Finding summer rarities

Danny Shehee found a drake Blue-winged Teal while exploring near the old Sweetwater Dike on the 3rd. I went out this morning, intending to follow in Danny’s footsteps, but it wasn’t necessary: the teal was right there in the marsh, well before the cypress tree that serves as a landmark. I also saw 19 Glossy Ibises and a pair of Common Ground-Doves, both of which I needed for my June Challenge list. If you’d like to try for it yourself, walk out La Chua to the water control structure – the culvert where there’s often a little waterfall these days – and then turn right, following the narrow wildlife trail for about a quarter of a mile. Then cut left along the edge of the marsh, looking off to your right. Oh heck, here’s a map.

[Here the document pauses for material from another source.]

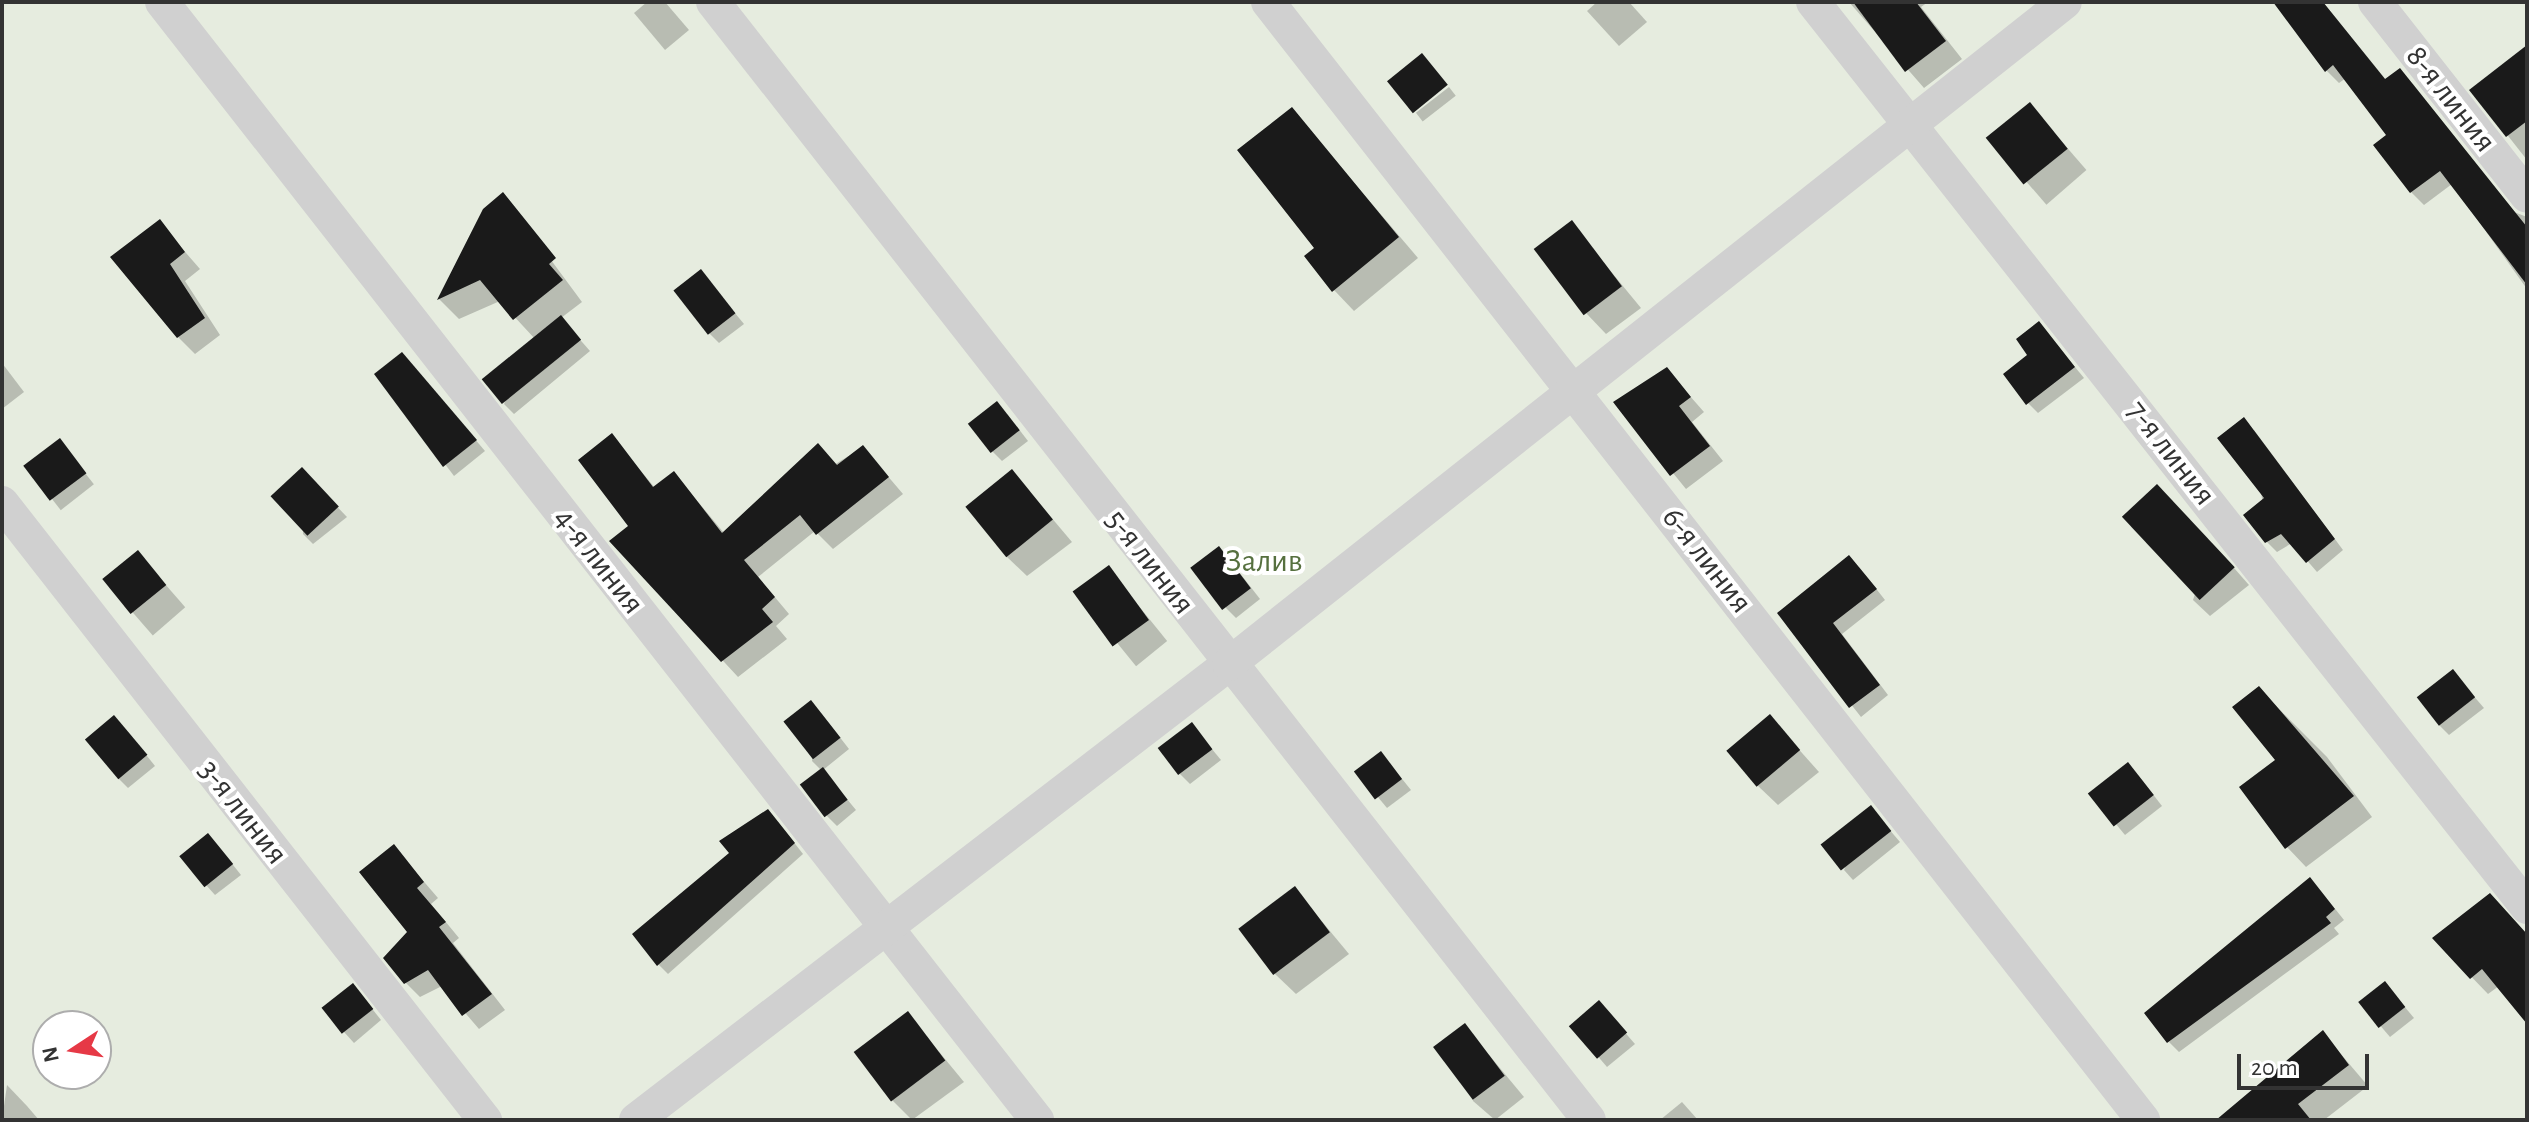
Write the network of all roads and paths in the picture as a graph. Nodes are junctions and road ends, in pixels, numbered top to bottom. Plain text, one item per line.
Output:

Felicia Lee emailed this morning at 8:30 to report a Yellow-crowned Night-Heron and an Orchard Oriole at Sweetwater Wetlands Park. Both are very tough birds to see here. Felicia wrote that the Yellow-crowned “circled over Cell 1, landed briefly, then circled over Cell 2.” The oriole might be easier to relocate. If you’re walking from Cell 1 to Cell 2 on the metal bridge, the first thing you see once you’re across is a grove of trees on your right. Saturday’s field trip heard an Orchard Oriole sing there, just once, but we never saw it. Felicia saw a female in the same grove this morning.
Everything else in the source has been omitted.